- [AIM OF THE TASK] Scan the records below. List lines holding "Greenwood".

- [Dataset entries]
• • • • • • •
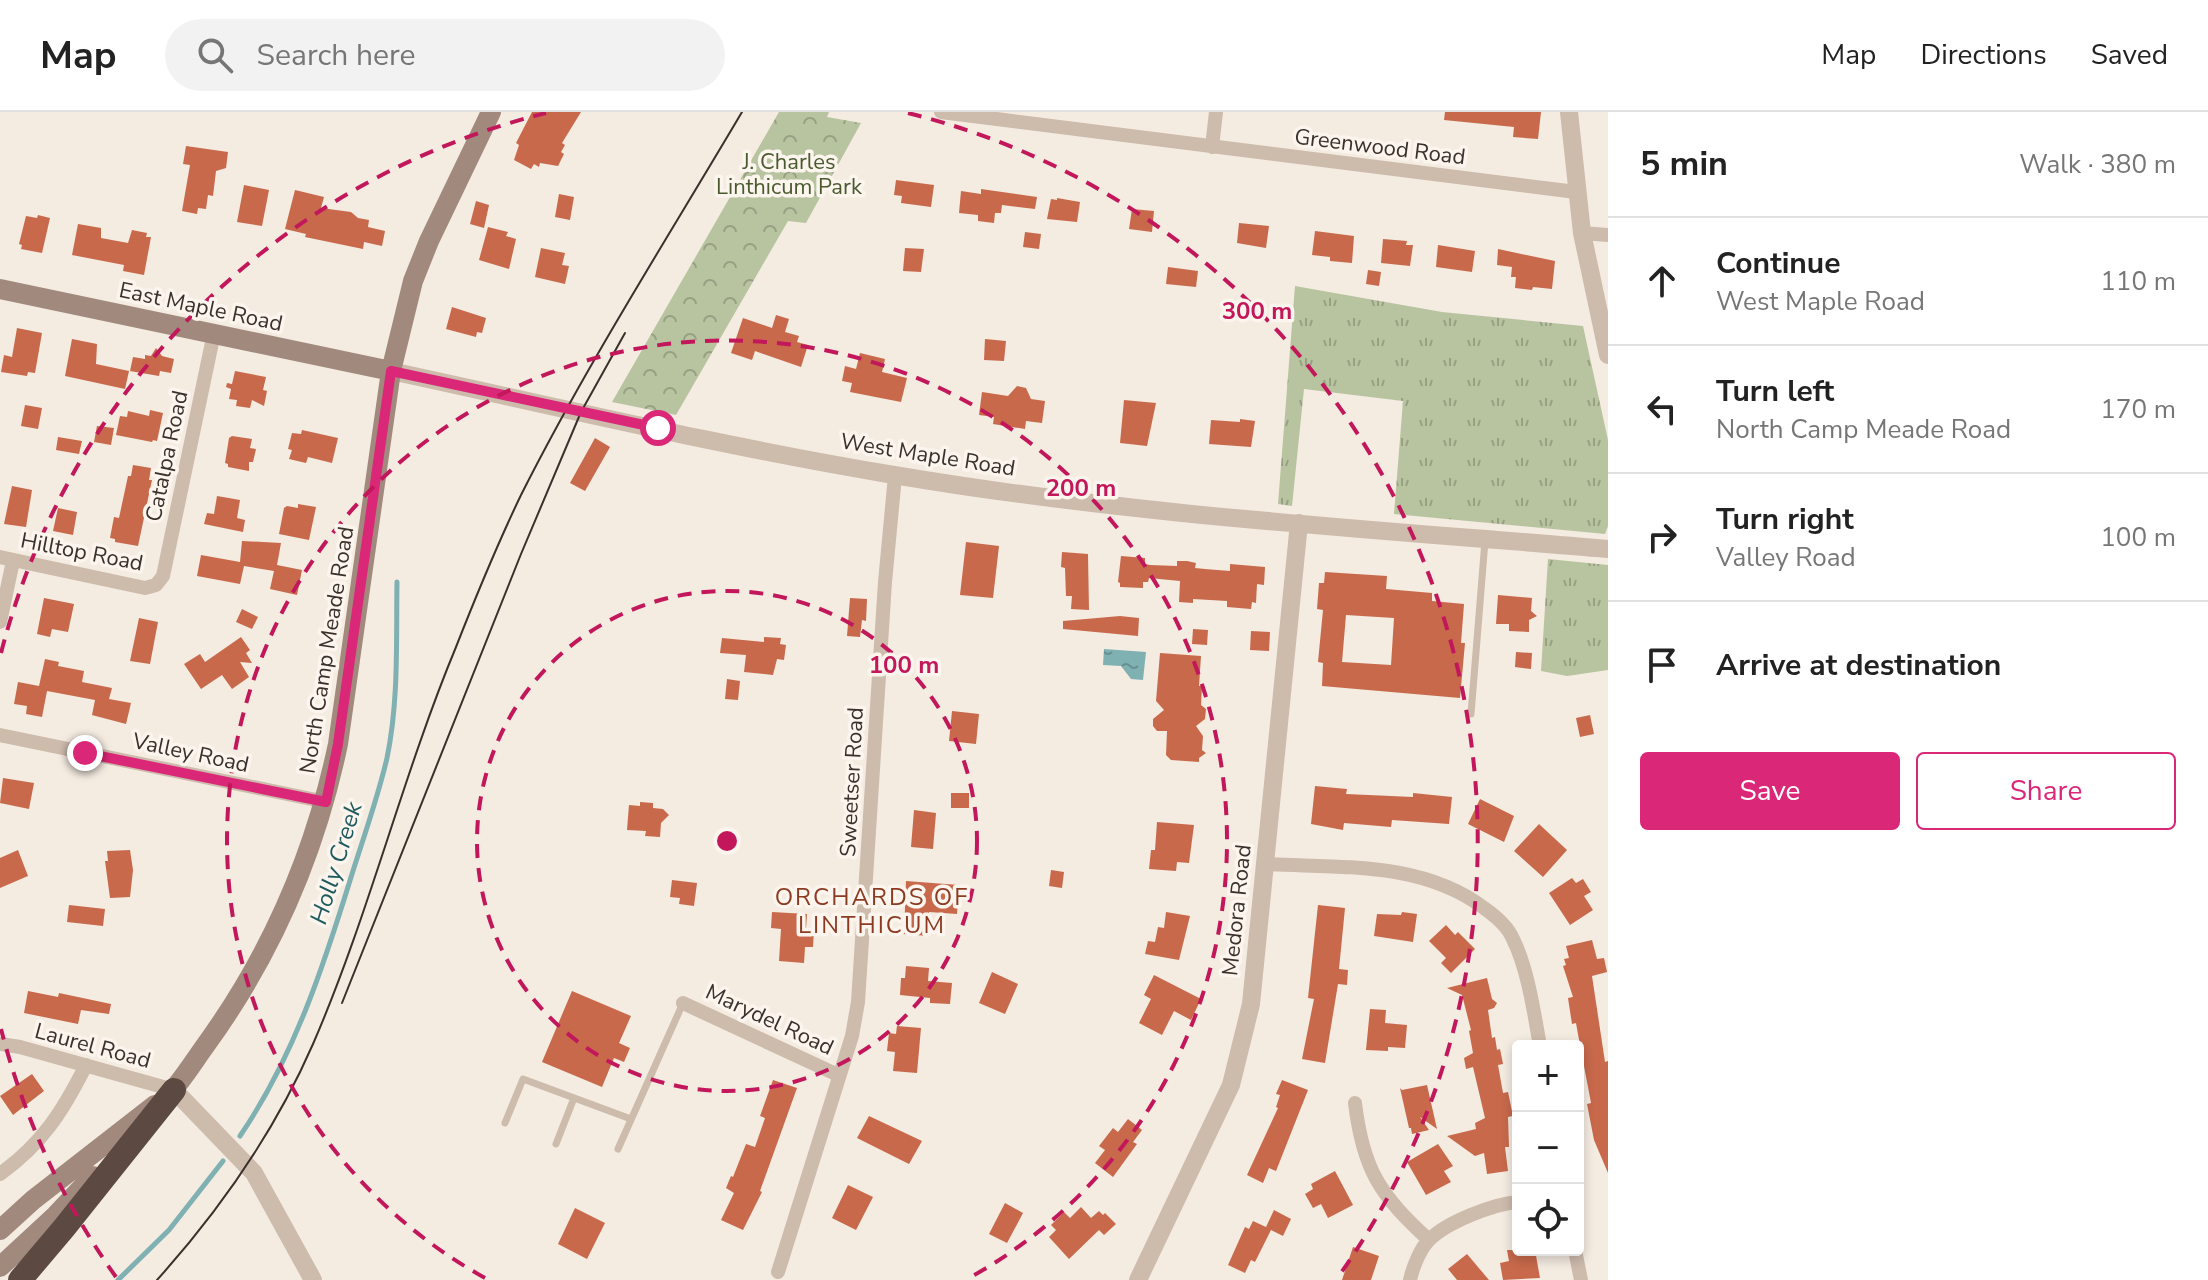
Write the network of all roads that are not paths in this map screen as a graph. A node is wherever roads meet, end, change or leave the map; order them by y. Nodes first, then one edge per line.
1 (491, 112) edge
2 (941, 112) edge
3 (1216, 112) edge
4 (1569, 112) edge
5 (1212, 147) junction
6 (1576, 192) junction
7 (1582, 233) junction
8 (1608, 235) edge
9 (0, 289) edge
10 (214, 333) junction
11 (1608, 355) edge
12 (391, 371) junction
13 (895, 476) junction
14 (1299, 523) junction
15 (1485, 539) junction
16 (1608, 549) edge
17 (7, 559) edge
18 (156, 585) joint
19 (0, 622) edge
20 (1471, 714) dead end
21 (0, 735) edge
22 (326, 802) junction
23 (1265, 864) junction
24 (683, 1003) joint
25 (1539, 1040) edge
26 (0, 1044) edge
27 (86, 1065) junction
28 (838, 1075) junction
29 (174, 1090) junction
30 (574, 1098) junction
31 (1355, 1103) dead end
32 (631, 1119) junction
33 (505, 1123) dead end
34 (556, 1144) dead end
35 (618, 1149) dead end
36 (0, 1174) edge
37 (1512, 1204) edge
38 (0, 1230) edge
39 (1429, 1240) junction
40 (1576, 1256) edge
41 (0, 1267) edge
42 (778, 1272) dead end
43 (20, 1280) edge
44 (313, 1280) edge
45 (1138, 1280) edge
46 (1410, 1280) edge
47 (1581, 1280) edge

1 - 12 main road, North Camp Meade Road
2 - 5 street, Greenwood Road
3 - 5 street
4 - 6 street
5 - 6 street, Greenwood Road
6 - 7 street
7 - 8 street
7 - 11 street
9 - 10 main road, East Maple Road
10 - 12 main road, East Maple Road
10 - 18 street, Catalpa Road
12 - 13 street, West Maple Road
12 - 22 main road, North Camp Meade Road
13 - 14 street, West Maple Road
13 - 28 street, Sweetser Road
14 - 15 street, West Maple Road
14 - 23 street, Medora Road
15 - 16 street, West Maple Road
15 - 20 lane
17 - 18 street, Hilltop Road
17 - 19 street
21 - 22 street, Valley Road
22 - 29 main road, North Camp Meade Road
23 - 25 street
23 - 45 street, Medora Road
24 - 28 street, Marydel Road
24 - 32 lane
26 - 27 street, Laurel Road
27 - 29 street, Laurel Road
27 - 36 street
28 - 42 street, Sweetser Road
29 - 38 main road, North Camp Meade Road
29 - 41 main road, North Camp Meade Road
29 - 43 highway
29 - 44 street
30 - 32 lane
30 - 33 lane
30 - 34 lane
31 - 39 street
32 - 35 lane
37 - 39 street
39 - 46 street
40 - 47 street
• • • • • • •
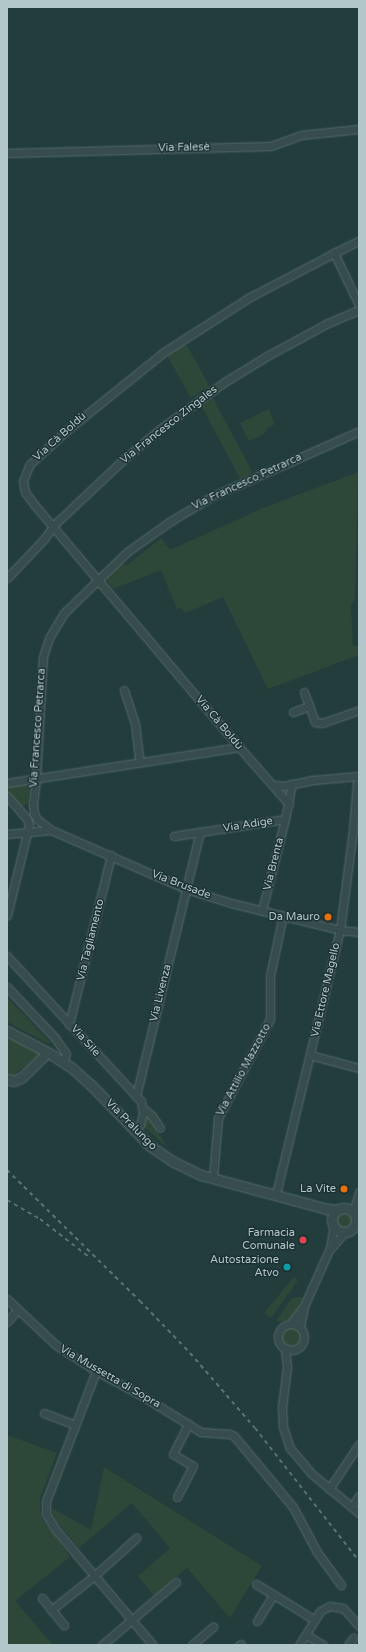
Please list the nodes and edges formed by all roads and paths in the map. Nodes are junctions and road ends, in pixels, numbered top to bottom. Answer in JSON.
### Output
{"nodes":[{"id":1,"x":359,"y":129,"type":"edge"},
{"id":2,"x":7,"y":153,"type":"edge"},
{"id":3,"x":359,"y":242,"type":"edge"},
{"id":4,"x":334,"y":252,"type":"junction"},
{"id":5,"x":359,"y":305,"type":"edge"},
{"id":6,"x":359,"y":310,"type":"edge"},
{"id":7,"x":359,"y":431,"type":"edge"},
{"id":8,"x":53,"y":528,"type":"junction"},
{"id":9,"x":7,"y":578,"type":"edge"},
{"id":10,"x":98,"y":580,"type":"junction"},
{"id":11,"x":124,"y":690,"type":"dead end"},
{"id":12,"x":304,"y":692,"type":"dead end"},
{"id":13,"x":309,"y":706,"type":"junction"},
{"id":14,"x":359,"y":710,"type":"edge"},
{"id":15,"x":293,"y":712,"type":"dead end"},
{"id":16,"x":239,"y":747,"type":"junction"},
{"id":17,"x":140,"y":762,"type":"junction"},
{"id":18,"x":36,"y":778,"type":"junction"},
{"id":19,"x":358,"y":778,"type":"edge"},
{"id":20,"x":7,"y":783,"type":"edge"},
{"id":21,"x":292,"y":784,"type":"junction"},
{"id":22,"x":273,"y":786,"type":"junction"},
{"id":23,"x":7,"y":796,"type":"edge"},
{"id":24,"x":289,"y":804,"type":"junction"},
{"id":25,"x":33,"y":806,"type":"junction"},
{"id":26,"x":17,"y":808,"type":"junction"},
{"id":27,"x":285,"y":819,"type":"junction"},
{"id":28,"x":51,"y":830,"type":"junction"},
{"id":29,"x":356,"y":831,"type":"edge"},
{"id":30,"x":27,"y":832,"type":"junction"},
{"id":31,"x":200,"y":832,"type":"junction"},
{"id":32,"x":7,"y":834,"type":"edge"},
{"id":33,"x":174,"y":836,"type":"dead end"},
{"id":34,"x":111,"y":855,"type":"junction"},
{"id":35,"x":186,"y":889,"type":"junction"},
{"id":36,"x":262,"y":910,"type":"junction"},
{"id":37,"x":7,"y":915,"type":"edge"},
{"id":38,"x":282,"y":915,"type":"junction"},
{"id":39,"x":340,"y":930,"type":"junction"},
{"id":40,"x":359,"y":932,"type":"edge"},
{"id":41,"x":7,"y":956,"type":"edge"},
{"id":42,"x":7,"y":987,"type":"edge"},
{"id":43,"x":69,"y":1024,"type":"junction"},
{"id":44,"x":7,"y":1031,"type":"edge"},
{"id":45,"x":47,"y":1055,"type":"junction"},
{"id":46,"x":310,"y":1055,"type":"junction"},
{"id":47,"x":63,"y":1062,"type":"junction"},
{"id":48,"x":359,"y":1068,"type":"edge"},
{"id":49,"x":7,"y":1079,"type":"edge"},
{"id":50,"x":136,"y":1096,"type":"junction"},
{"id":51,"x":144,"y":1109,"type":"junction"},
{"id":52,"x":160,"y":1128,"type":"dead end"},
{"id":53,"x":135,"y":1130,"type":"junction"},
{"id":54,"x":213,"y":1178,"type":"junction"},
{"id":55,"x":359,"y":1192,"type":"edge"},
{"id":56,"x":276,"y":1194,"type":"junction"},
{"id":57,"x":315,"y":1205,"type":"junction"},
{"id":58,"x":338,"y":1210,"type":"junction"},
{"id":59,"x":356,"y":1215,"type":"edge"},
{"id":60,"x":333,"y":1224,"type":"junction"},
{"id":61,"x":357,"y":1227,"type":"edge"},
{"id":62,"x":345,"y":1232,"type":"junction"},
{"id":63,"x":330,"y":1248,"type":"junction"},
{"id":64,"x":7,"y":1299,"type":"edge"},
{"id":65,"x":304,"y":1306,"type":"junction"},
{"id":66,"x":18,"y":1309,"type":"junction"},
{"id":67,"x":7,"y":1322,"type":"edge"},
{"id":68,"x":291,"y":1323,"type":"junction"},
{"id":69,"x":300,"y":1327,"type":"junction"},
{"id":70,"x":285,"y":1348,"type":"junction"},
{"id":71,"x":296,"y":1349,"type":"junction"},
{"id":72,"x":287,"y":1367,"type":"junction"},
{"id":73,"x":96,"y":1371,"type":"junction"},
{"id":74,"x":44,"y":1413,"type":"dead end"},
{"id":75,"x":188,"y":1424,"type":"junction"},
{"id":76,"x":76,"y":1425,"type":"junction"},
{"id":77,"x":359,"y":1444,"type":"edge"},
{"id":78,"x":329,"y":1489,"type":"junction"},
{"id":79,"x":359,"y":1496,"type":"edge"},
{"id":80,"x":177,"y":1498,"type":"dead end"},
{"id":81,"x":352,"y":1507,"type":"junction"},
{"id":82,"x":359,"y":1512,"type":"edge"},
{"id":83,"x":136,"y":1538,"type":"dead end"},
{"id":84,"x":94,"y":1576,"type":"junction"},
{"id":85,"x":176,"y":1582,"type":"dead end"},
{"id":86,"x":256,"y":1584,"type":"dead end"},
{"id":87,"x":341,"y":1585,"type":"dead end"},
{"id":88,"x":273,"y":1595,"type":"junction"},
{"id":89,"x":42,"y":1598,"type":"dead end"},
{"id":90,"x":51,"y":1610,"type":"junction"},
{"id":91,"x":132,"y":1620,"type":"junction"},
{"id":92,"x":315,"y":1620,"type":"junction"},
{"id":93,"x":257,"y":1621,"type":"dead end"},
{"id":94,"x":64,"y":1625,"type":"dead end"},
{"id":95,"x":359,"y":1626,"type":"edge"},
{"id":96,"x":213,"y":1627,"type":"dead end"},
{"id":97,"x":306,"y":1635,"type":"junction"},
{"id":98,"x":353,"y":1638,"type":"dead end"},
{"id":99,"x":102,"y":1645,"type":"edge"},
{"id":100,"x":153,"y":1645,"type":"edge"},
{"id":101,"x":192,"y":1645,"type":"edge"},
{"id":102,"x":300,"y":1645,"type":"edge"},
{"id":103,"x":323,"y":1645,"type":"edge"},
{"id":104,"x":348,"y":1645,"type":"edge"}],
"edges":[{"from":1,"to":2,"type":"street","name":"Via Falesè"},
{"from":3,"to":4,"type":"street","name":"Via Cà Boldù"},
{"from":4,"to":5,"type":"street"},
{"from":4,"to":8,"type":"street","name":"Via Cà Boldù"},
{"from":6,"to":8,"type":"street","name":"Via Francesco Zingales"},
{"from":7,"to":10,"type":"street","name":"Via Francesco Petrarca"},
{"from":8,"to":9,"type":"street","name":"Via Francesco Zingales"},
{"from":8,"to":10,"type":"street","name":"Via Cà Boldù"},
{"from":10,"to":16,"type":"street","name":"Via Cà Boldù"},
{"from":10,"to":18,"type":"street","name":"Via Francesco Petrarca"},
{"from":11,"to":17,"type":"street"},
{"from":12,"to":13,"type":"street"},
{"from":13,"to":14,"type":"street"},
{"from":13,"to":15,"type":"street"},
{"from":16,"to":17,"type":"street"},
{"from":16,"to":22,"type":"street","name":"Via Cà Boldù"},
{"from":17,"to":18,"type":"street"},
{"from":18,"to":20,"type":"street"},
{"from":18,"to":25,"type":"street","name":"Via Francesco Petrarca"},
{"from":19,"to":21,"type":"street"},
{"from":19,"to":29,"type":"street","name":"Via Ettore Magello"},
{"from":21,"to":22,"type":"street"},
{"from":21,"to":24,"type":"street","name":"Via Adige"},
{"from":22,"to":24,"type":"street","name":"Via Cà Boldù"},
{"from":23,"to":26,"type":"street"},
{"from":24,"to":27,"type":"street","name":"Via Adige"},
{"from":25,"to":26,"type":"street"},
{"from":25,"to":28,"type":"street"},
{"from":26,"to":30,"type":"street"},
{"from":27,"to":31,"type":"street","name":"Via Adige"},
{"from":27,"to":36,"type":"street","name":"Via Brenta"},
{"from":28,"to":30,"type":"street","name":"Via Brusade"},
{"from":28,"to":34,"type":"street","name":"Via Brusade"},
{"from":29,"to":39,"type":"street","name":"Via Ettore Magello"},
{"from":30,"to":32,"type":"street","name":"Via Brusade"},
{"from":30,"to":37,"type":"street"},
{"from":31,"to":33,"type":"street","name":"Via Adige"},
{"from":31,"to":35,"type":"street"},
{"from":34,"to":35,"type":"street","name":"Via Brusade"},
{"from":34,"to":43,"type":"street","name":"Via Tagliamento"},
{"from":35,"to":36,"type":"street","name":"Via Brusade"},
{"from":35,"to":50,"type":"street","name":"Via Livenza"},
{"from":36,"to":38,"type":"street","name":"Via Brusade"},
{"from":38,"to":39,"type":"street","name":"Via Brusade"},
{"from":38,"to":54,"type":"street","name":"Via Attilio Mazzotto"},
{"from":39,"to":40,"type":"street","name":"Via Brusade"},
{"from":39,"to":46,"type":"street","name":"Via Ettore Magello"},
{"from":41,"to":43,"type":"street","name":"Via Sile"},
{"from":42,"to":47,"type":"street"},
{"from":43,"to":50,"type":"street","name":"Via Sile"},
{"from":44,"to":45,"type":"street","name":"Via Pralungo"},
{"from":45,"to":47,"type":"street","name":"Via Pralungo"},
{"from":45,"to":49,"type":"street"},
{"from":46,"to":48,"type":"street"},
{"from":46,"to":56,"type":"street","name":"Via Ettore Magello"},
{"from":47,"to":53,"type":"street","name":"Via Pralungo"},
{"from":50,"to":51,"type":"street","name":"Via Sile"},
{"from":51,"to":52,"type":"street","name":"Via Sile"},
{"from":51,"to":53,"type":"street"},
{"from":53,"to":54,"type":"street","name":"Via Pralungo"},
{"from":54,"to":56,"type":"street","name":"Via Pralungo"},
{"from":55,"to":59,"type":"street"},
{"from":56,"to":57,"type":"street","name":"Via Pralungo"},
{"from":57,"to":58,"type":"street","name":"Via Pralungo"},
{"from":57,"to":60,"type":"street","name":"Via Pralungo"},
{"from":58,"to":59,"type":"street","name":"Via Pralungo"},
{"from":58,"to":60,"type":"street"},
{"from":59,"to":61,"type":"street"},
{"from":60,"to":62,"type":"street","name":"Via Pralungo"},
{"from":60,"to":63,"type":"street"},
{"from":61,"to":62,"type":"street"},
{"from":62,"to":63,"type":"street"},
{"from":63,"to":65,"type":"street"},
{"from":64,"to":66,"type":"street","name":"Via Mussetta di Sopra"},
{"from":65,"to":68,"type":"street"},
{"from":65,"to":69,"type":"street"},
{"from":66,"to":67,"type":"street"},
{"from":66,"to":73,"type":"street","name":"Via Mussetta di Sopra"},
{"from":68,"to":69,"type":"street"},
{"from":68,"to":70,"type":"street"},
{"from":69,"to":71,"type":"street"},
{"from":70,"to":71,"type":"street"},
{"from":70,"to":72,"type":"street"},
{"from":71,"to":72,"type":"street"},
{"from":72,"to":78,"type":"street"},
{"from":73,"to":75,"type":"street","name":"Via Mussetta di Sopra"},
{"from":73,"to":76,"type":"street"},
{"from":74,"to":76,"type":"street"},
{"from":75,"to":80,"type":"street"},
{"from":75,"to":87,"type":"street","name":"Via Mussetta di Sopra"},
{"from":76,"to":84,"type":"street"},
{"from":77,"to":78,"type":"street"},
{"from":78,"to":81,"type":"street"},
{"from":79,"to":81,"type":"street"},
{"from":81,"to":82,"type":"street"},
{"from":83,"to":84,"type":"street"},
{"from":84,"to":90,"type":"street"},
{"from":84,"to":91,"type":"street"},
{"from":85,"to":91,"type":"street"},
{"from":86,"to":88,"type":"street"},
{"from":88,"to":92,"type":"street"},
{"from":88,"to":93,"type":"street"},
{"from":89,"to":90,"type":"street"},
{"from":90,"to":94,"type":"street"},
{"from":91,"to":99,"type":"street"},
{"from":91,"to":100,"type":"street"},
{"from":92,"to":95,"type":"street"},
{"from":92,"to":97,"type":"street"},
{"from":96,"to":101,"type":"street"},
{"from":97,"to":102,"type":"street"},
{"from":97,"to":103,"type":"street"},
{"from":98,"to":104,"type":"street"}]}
• • • • • • •
- [RESPONSE AREA]
2 - 5 street, Greenwood Road
5 - 6 street, Greenwood Road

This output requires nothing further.